All my friends family wife friends family know i do lyft dd gh ue . Its something to do . But it honest work .


----------



## Ted Fink (Mar 19, 2018)

Dalit Nobility said:


> I probably speak and can write and read more languages and scripts than you can. Correcting others spellings will impress low IQ uneducated Americans on Youtube.


Are you the reincarnation of @ftupelo ?


----------



## SHalester (Aug 25, 2019)

Dalit Nobility said:


> Just think about that for a minute.


what you fail to grasp is there are many sub groups who do RS; each for different reasons; different outcomes.
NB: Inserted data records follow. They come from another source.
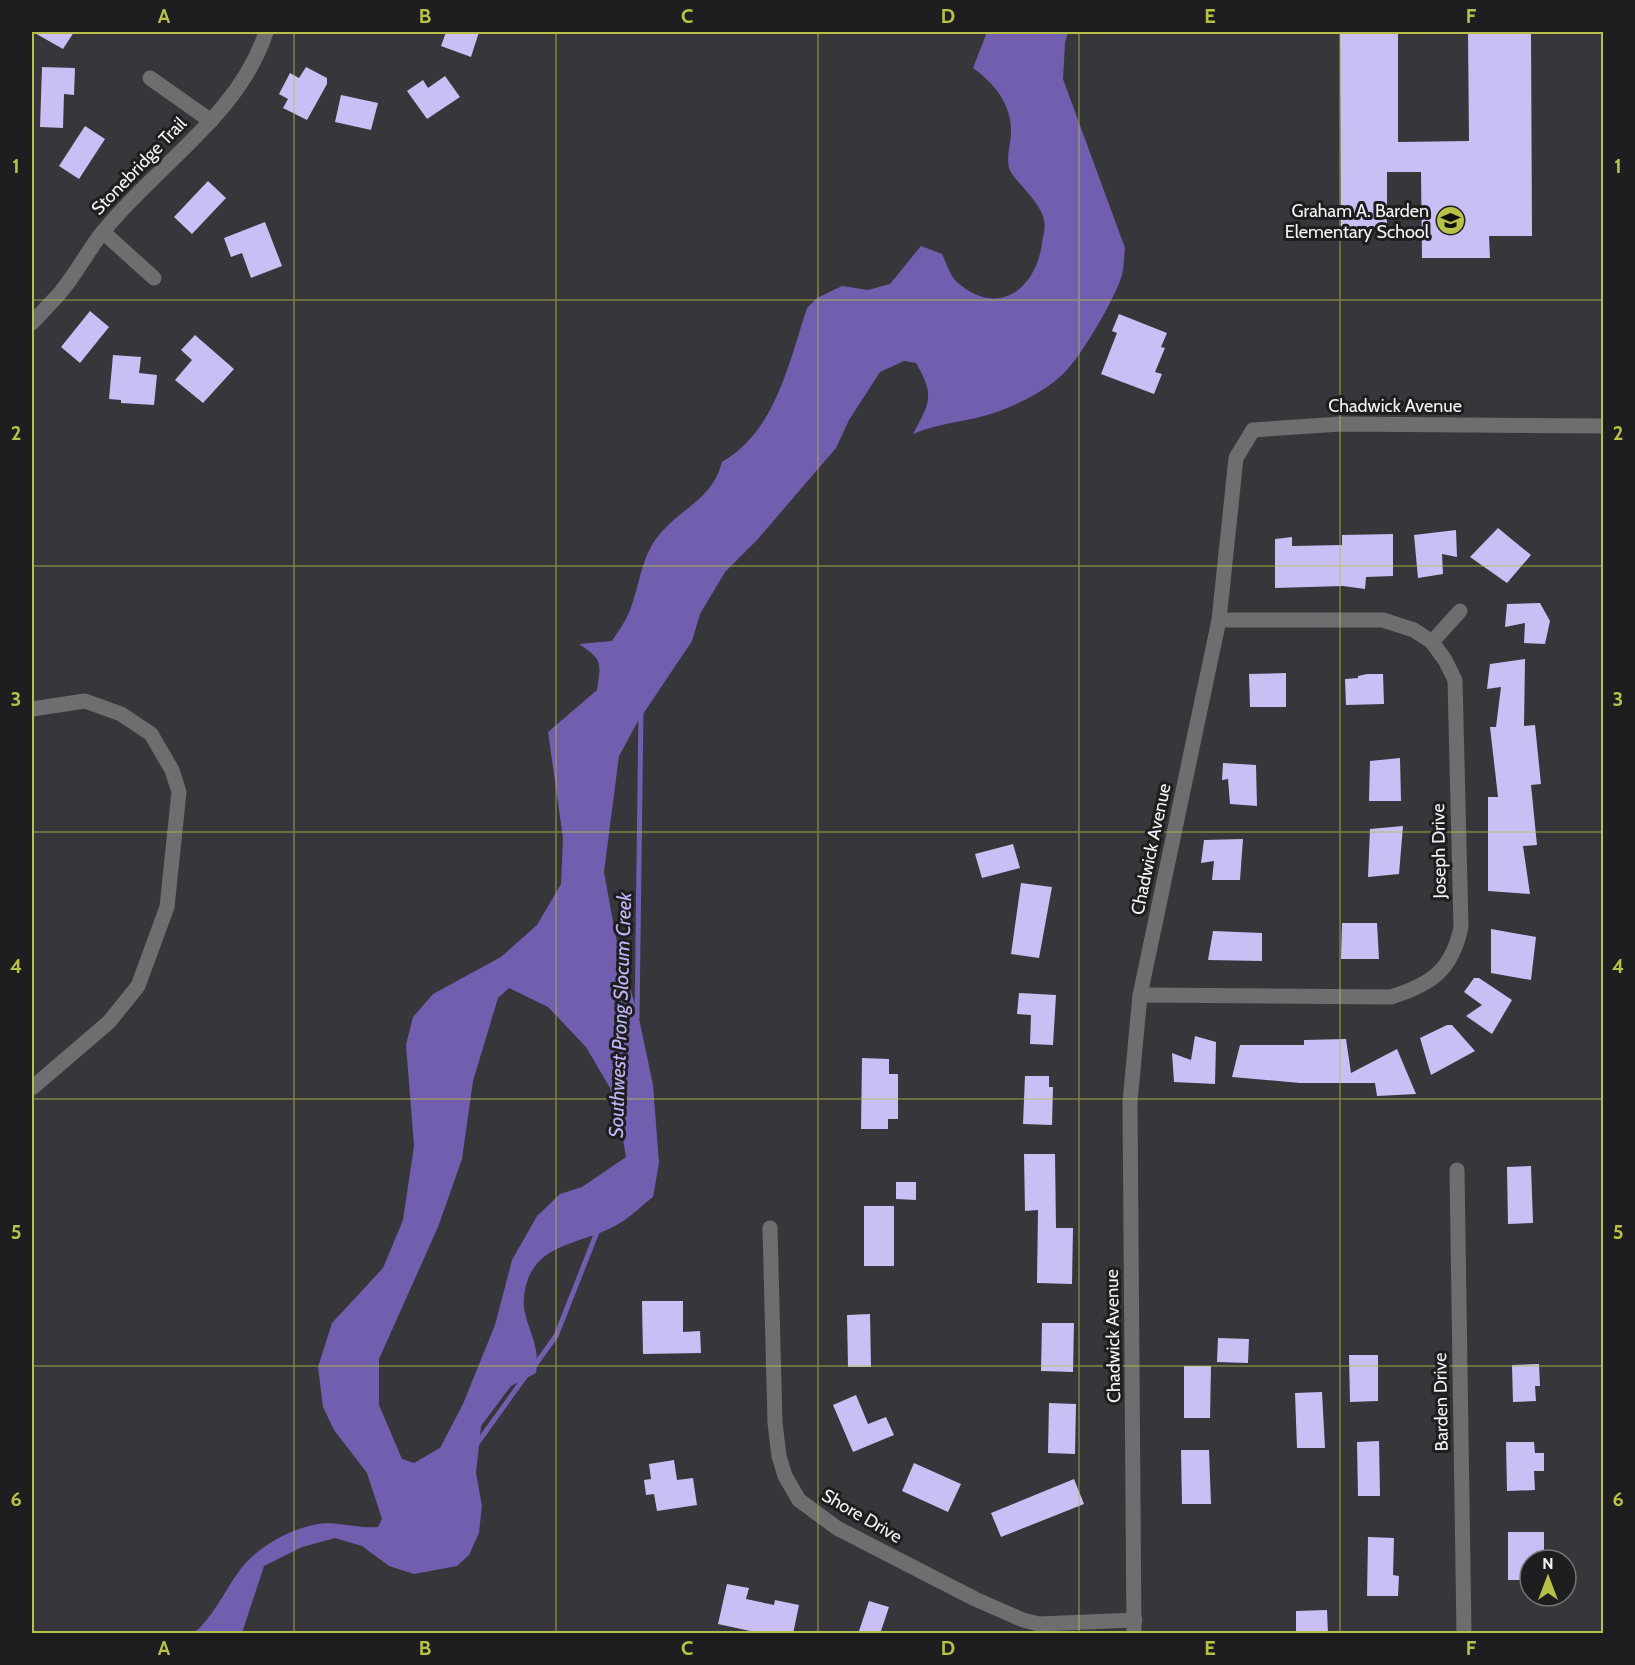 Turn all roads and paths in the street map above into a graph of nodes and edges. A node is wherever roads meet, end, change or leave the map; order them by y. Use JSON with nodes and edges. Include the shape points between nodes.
{"nodes":[{"id":1,"x":266,"y":32,"type":"edge"},
{"id":2,"x":150,"y":78,"type":"dead end"},
{"id":3,"x":211,"y":121,"type":"junction"},
{"id":4,"x":103,"y":232,"type":"junction"},
{"id":5,"x":154,"y":278,"type":"dead end"},
{"id":6,"x":32,"y":323,"type":"edge"},
{"id":7,"x":1604,"y":426,"type":"edge"},
{"id":8,"x":1460,"y":611,"type":"dead end"},
{"id":9,"x":1219,"y":620,"type":"junction"},
{"id":10,"x":1432,"y":642,"type":"junction"},
{"id":11,"x":32,"y":709,"type":"edge"},
{"id":12,"x":1140,"y":995,"type":"junction"},
{"id":13,"x":32,"y":1088,"type":"edge"},
{"id":14,"x":1457,"y":1170,"type":"dead end"},
{"id":15,"x":770,"y":1228,"type":"dead end"},
{"id":16,"x":1135,"y":1627,"type":"edge"},
{"id":17,"x":1464,"y":1634,"type":"edge"}],
"edges":[{"from":1,"to":3,"type":"street","name":"Stonebridge Trail","via":[[245,77]]},
{"from":2,"to":3,"type":"street"},
{"from":3,"to":4,"type":"street","name":"Stonebridge Trail"},
{"from":4,"to":5,"type":"street"},
{"from":4,"to":6,"type":"street","name":"Stonebridge Trail","via":[[60,292]]},
{"from":7,"to":9,"type":"street","name":"Chadwick Avenue","via":[[1341,424],[1253,430],[1236,458]]},
{"from":8,"to":10,"type":"street"},
{"from":9,"to":10,"type":"street","name":"Joseph Drive","via":[[1383,620],[1414,630]]},
{"from":9,"to":12,"type":"street","name":"Chadwick Avenue"},
{"from":10,"to":12,"type":"street","name":"Joseph Drive","via":[[1455,680],[1461,927],[1455,952],[1436,975],[1391,997]]},
{"from":11,"to":13,"type":"street","via":[[85,701],[121,714],[151,734],[168,761],[179,792],[168,907],[138,986],[109,1022]]},
{"from":12,"to":16,"type":"street","name":"Chadwick Avenue","via":[[1130,1102]]},
{"from":14,"to":17,"type":"street","name":"Barden Drive"},
{"from":15,"to":16,"type":"street","name":"Shore Drive","via":[[779,1456],[799,1500],[837,1527],[1023,1620],[1038,1624]]}]} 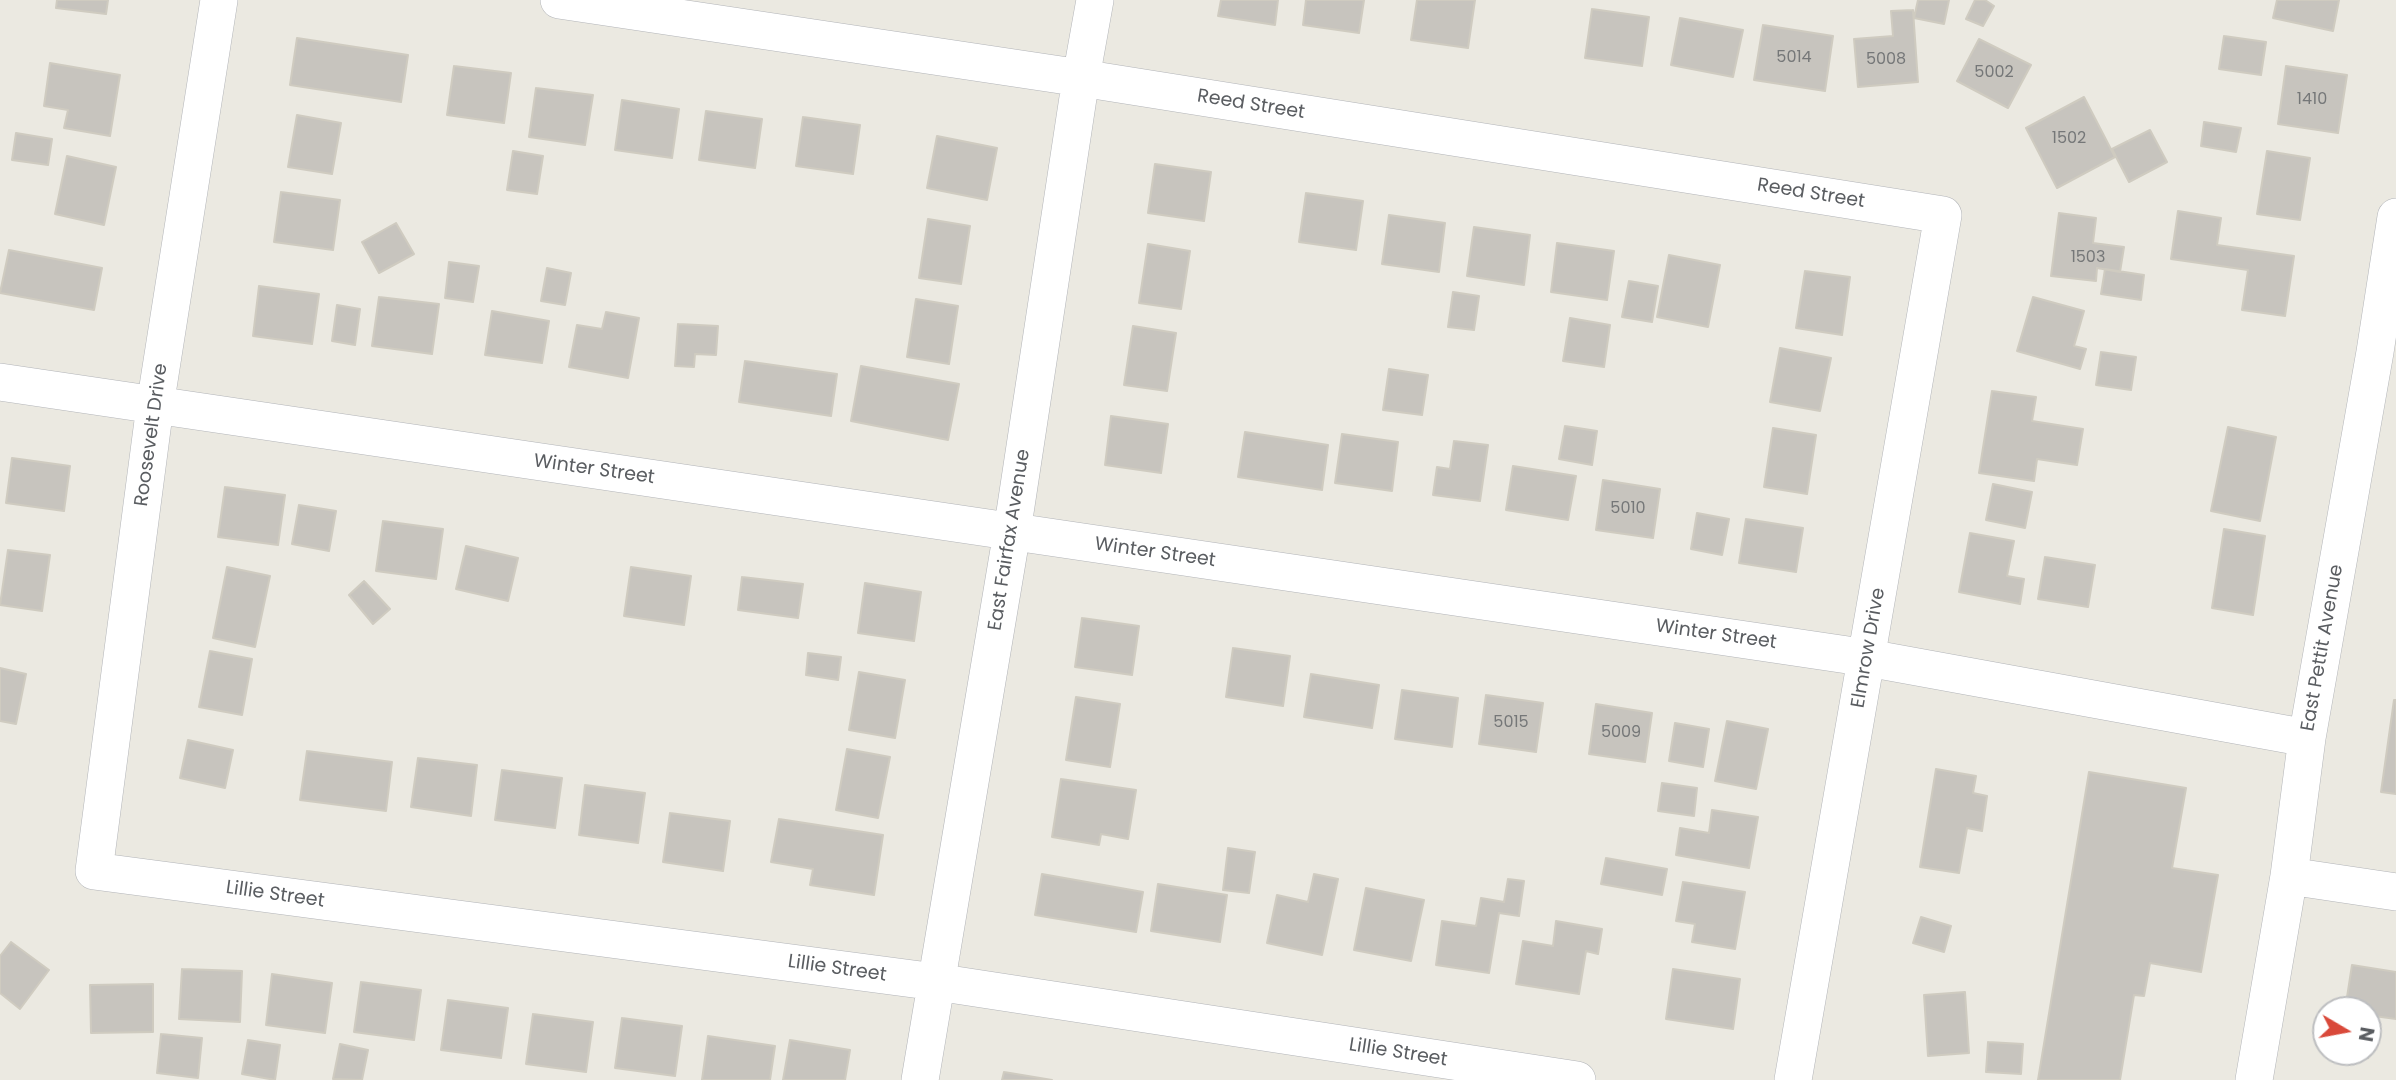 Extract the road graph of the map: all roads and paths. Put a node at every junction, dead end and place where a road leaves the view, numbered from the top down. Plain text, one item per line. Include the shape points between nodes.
1 (219, 0) edge
2 (559, 0) edge
3 (1096, 0) edge
4 (1082, 78) junction
5 (1943, 215) joint
6 (2396, 217) edge
7 (2385, 353) edge
8 (0, 382) edge
9 (155, 406) junction
10 (1012, 532) junction
11 (1868, 658) junction
12 (2307, 738) junction
13 (94, 871) joint
14 (2289, 876) junction
15 (2396, 892) edge
16 (936, 982) junction
17 (920, 1080) edge
18 (1577, 1080) edge
19 (1793, 1080) edge
20 (2254, 1080) edge

1 - 9 street, Roosevelt Drive
2 - 4 street, Reed Street
3 - 4 street, East Fairfax Avenue
4 - 5 street, Reed Street
4 - 10 street, East Fairfax Avenue
5 - 11 street, Elmrow Drive
6 - 7 street, East Pettit Avenue
7 - 12 street, East Pettit Avenue
8 - 9 street, Winter Street
9 - 10 street, Winter Street
9 - 13 street, Roosevelt Drive
10 - 11 street, Winter Street
10 - 16 street, East Fairfax Avenue
11 - 12 street, Winter Street
11 - 19 street, Elmrow Drive
12 - 14 street, East Pettit Avenue
13 - 16 street, Lillie Street
14 - 15 street
14 - 20 street, East Pettit Avenue
16 - 17 street, East Fairfax Avenue
16 - 18 street, Lillie Street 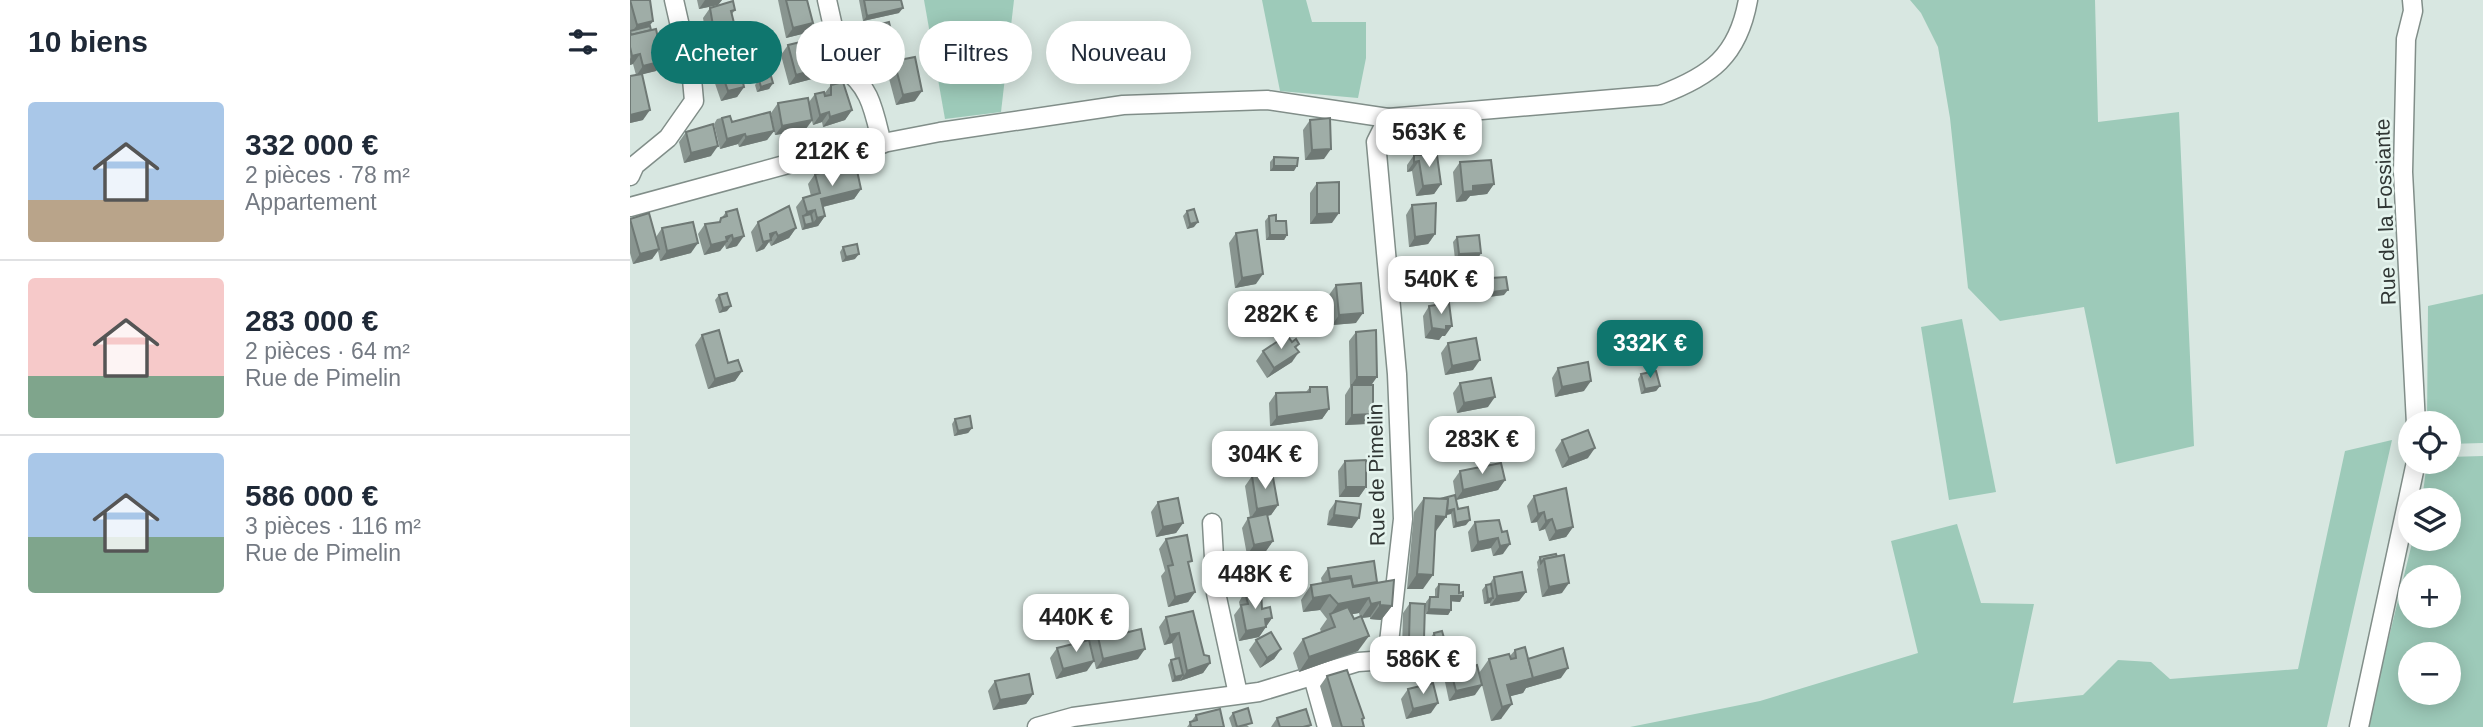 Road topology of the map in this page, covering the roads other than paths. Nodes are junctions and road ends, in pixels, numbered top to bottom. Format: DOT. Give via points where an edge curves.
graph roads {
  1 [pos="674,0"];
  2 [pos="827,0"];
  3 [pos="1748,0"];
  4 [pos="2412,0"];
  5 [pos="1369,116"];
  6 [pos="1388,118"];
  7 [pos="1376,142"];
  8 [pos="882,144"];
  9 [pos="630,176"];
  10 [pos="630,183"];
  11 [pos="632,206"];
  12 [pos="2415,411"];
  13 [pos="2413,474"];
  14 [pos="1212,523"];
  15 [pos="1313,677"];
  16 [pos="1238,694"];
  17 [pos="1037,727"];
  18 [pos="1327,727"];
  19 [pos="2358,727"];
  1 -- 9 [label="street" via="694,101 668,138 635,165"];
  2 -- 8 [label="street" via="842,67 857,76 870,95"];
  3 -- 6 [label="street" via="1735,44 1713,69 1693,83 1660,95"];
  4 -- 12 [label="street, Rue de la Fossiante" via="2406,39 2403,172"];
  5 -- 6 [label="street"];
  5 -- 7 [label="street, Rue de Pimelin"];
  5 -- 8 [label="street" via="1268,100 1183,100 1094,108"];
  6 -- 7 [label="street"];
  7 -- 15 [label="street, Rue de Pimelin" via="1402,449 1403,519 1396,597 1387,660 1357,662"];
  8 -- 11 [label="street" via="781,165"];
  10 -- 11 [label="street"];
  13 -- 19 [label="street"];
  14 -- 16 [label="street" via="1216,593"];
  15 -- 16 [label="street, Rue de Pimelin"];
  15 -- 18 [label="street"];
  16 -- 17 [label="street, Rue de Pimelin" via="1073,717"];
}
You seem to feel 100% of those who do RS could get past or even want to do an interview for a position. Or, even have a resume ready.

Plus, each state is different on what it takes cost of living wise. Noodle that.


----------



## rkozy (Apr 5, 2019)

I once picked up a co-worker from my W-2 job. She already knew I did Uber, so it wasn't a surprise to her. She needed to go to the dentist for dentures. It was a decent ride, and she tipped me nicely, too.

It's really bizarre that people are ashamed to admit they drive for Uber or Lyft. Transportation is a vital sector of the economy. Most passengers I get are grateful there are people willing to drive them around so cheap. I'd much rather identify as a rideshare driver than a criminal defense attorney.


----------



## SleelWheels (Jun 25, 2019)

I picked up someone I knew once. Except with my mask and sunglasses he didn’t know he knew me and I didn’t tell him any different.


----------



## Kurt Halfyard (Dec 13, 2017)

Dalit Nobility said:


> You are talking to a guy that claims you only need 75000 to be happy, yet he and his wife make over 200000 and he still needs to supplement his income with Uber and Lyft? Just think about that for a minute.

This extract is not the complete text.